I need to slow down, use my money more wisely, take time to think and pray more and connect with my friends here in the local community of Battersea. In moments of optimism I even think that slowing down might, just might, give me some time to organise my mind and ensure that some of those big thoughts that so often escape into the ether are captured on paper or pixels.
Simplify will also help me to identify with people on my estate. In my area there are many living on benefits. Some may think that benefits are the easy option, but I suspect that it won’t be quite so cushy living at these levels.
But I do have my worries.
My dad is known to say, “you and your mother spend money like water”. I could blame my mom, but I’m 30-something and, like Adam in Eden’s garden, I guess I need to take some responsibility. Being single and more or less responsibility free means that I have never had to budget very tightly. I know the broad categories where my money goes, but don’t bother drilling down into the detail, which would take time I don’t have.
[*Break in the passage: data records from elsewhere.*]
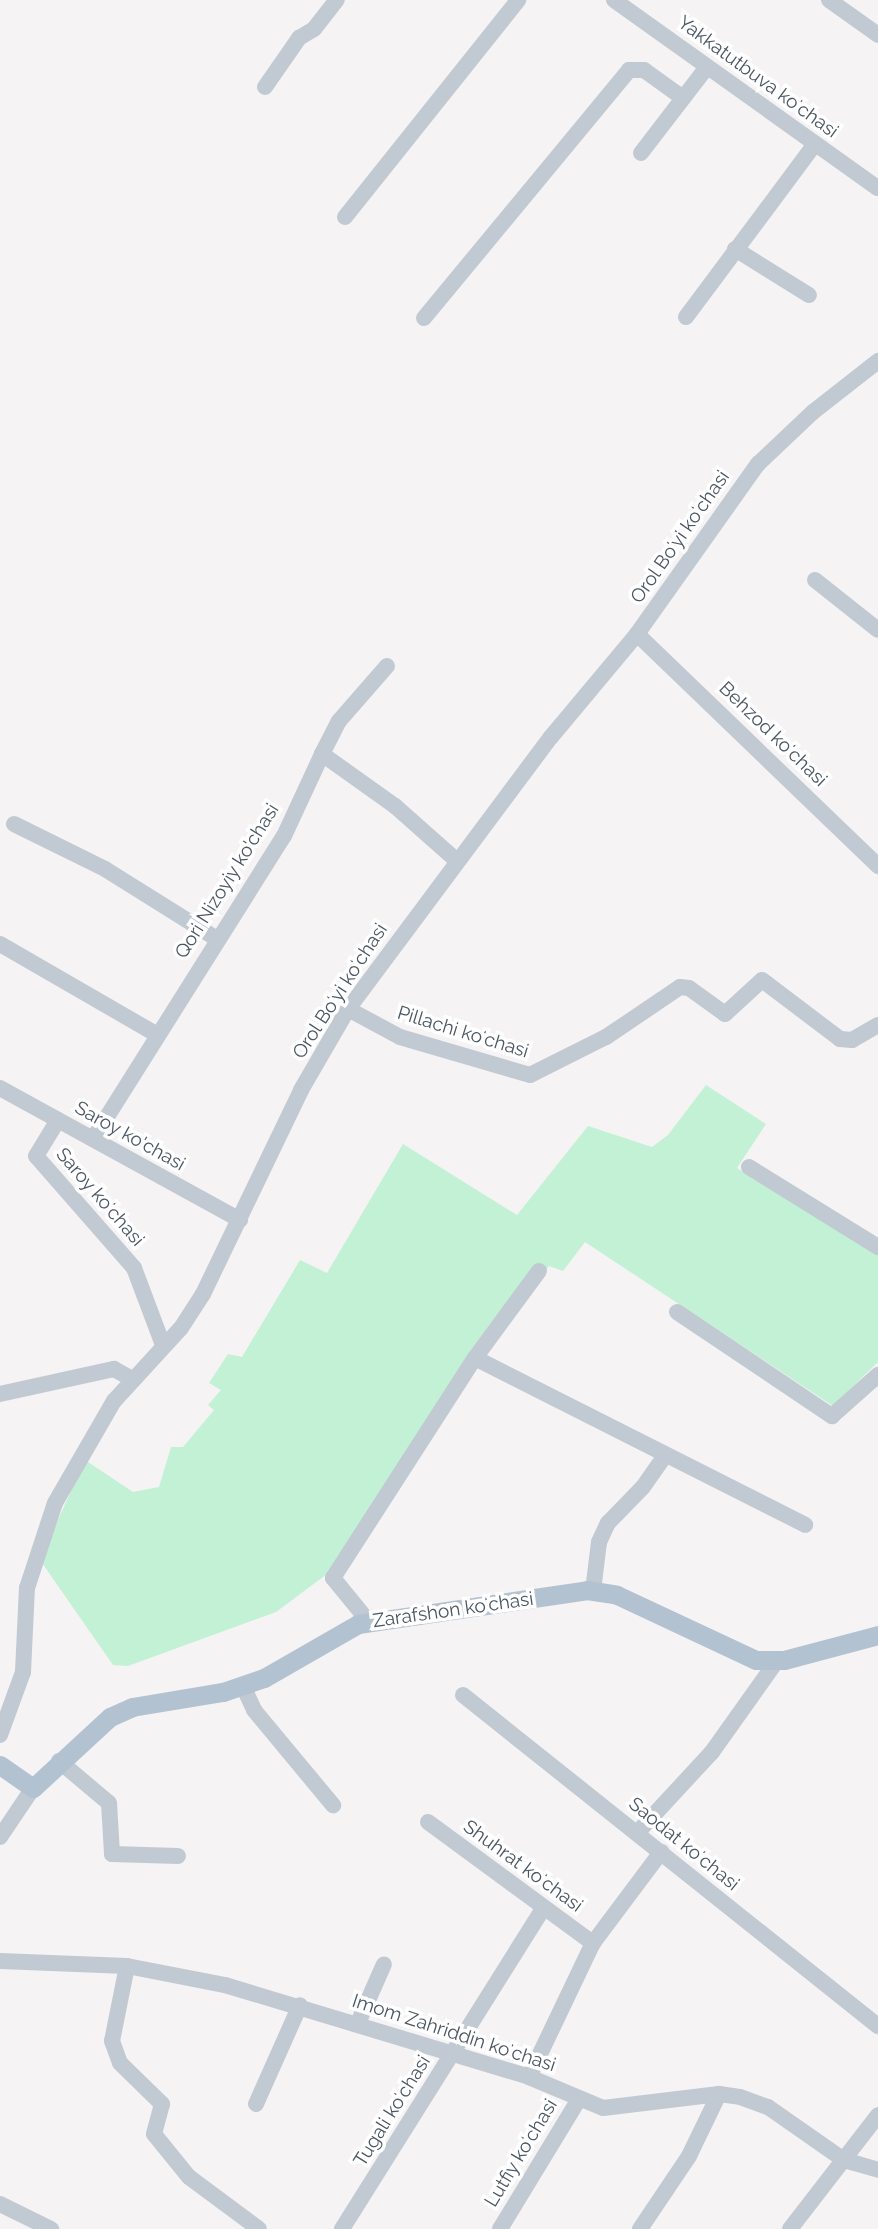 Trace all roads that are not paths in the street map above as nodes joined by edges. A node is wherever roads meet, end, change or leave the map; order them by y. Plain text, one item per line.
1 (337, 0) edge
2 (518, 0) edge
3 (614, 0) edge
4 (829, 0) edge
5 (878, 35) edge
6 (707, 67) junction
7 (265, 87) dead end
8 (683, 98) junction
9 (815, 144) junction
10 (641, 153) dead end
11 (878, 188) edge
12 (345, 217) dead end
13 (735, 249) junction
14 (809, 295) dead end
15 (686, 317) dead end
16 (424, 318) dead end
17 (876, 366) edge
18 (815, 580) dead end
19 (878, 630) edge
20 (637, 634) junction
21 (387, 666) dead end
22 (322, 754) junction
23 (14, 824) dead end
24 (457, 861) junction
25 (878, 866) edge
26 (217, 939) junction
27 (0, 944) edge
28 (348, 1009) junction
29 (878, 1025) edge
30 (156, 1034) junction
31 (0, 1088) edge
32 (58, 1120) junction
33 (93, 1139) junction
34 (749, 1167) dead end
35 (240, 1220) junction
36 (878, 1247) edge
37 (539, 1271) dead end
38 (677, 1312) dead end
39 (163, 1345) junction
40 (475, 1358) junction
41 (878, 1375) edge
42 (130, 1378) junction
43 (0, 1394) edge
44 (665, 1455) junction
45 (805, 1525) dead end
46 (593, 1591) junction
47 (369, 1622) junction
48 (878, 1635) edge
49 (776, 1662) junction
50 (243, 1686) junction
51 (463, 1695) dead end
52 (0, 1735) edge
53 (59, 1761) junction
54 (0, 1765) edge
55 (33, 1788) junction
56 (333, 1805) dead end
57 (428, 1822) dead end
58 (637, 1833) junction
59 (0, 1837) edge
60 (661, 1852) junction
61 (178, 1856) dead end
62 (543, 1908) junction
63 (593, 1942) junction
64 (0, 1961) edge
65 (384, 1964) dead end
66 (127, 1966) junction
67 (300, 2005) junction
68 (358, 2023) junction
69 (878, 2026) edge
70 (453, 2054) junction
71 (529, 2077) junction
72 (719, 2094) junction
73 (579, 2099) junction
74 (256, 2104) dead end
75 (878, 2115) edge
76 (844, 2160) junction
77 (878, 2170) edge
78 (0, 2204) edge
79 (51, 2229) edge
80 (259, 2229) edge
81 (342, 2229) edge
82 (499, 2229) edge
83 (640, 2229) edge
84 (790, 2229) edge

1 - 7 street
2 - 12 street
3 - 6 street, Yakkatutbuva koʻchasi
4 - 5 street
6 - 8 street
6 - 9 street, Yakkatutbuva koʻchasi
8 - 10 street
8 - 16 street
9 - 11 street, Yakkatutbuva koʻchasi
9 - 13 street
13 - 14 street
13 - 15 street
17 - 20 street, Orol Boʻyi koʻchasi
18 - 19 street
20 - 24 street, Orol Boʻyi koʻchasi
20 - 25 street, Behzod koʻchasi
21 - 22 street, Qori Nizoyiy ko'chasi
22 - 24 street
22 - 26 street, Qori Nizoyiy ko'chasi
23 - 26 street
24 - 28 street, Orol Boʻyi koʻchasi
26 - 30 street, Qori Nizoyiy ko'chasi
27 - 30 street
28 - 29 street, Pillachi koʻchasi
28 - 35 street, Orol Boʻyi koʻchasi
30 - 33 street, Qori Nizoyiy ko'chasi
31 - 32 street, Saroy ko'chasi
32 - 33 street, Saroy ko'chasi
32 - 39 street, Saroy koʻchasi
33 - 35 street, Saroy ko'chasi
34 - 36 street
35 - 39 street, Orol Boʻyi koʻchasi
37 - 40 street
38 - 41 street
39 - 42 street, Orol Boʻyi koʻchasi
40 - 44 street
40 - 47 street
42 - 43 street
42 - 52 street, Orol Boʻyi koʻchasi
44 - 45 street
44 - 46 street
46 - 47 main road, Zarafshon koʻchasi
46 - 49 main road, Zarafshon koʻchasi
47 - 50 main road, Zarafshon koʻchasi
48 - 49 main road, Zarafshon koʻchasi
49 - 58 street
50 - 53 main road, Zarafshon koʻchasi
50 - 56 street
51 - 58 street, Saodat koʻchasi
53 - 55 main road, Zarafshon koʻchasi
53 - 61 street
54 - 55 main road
55 - 59 street, Zarafshon koʻchasi
57 - 62 street, Shuhrat koʻchasi
58 - 60 street, Saodat koʻchasi
60 - 63 street
60 - 69 street, Saodat koʻchasi
62 - 63 street, Shuhrat koʻchasi
62 - 70 street, Tugali koʻchasi
63 - 71 street
64 - 66 street, Imom Zahriddin koʻchasi
65 - 68 street
66 - 67 street, Imom Zahriddin koʻchasi
66 - 80 street
67 - 68 street, Imom Zahriddin koʻchasi
67 - 74 street
68 - 70 street, Imom Zahriddin koʻchasi
70 - 71 street, Imom Zahriddin koʻchasi
70 - 81 street, Tugali koʻchasi
71 - 73 street, Imom Zahriddin koʻchasi
72 - 73 street, Imom Zahriddin koʻchasi
72 - 76 street, Imom Zahriddin koʻchasi
72 - 83 street
73 - 82 street, Lutfiy koʻchasi
75 - 76 street
76 - 77 street, Imom Zahriddin koʻchasi
76 - 84 street
78 - 79 street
However, with the exception of travel and entertainment I do live a fairly frugal life – I ride my bike most places and like most men wear my clothes until and beyond the holy stage (amen brother!). But this is London. Travel, entertainment and shopping are the triathlon of the future Olympic capital, and so I suspect I will have to change my ways this month.
I wonder what will happen to my social life. Will I be bored, will friendships suffer, what will people think when I miss their cash intensive birthday bash? Being single means that a night at home is not as exciting for me as for the marrieds amongst us – and I don’t mean to take anything away from dear Fergus my flatmate. His barrister stories of London street crime are enough to persuade anyone to stay at home - day and night. But I am more accustomed to varied and exciting nights out with a 2am bedtime, than a staying in with the television. (And its too late to buy scrabble now – can’t afford it).
Finally I live in a large old and cold house and I have guests this week from the South African springtime and the heating is broken! I want to be able to look after them as well as I can, but I suspect that fixing the heating might cost quite a lot. If some of my short term heating fixes like changing the curtains or adding cellophane to the windows won’t work, I may be forced to go out and get a loan to cover the costs of fixing the place. Of course around here the loans are at exorbitant rates and penalties for missed payments include broken legs. But that is the reality for most people living on the breadline.
This really isn’t a joke after all. I wonder what God will teach me this month?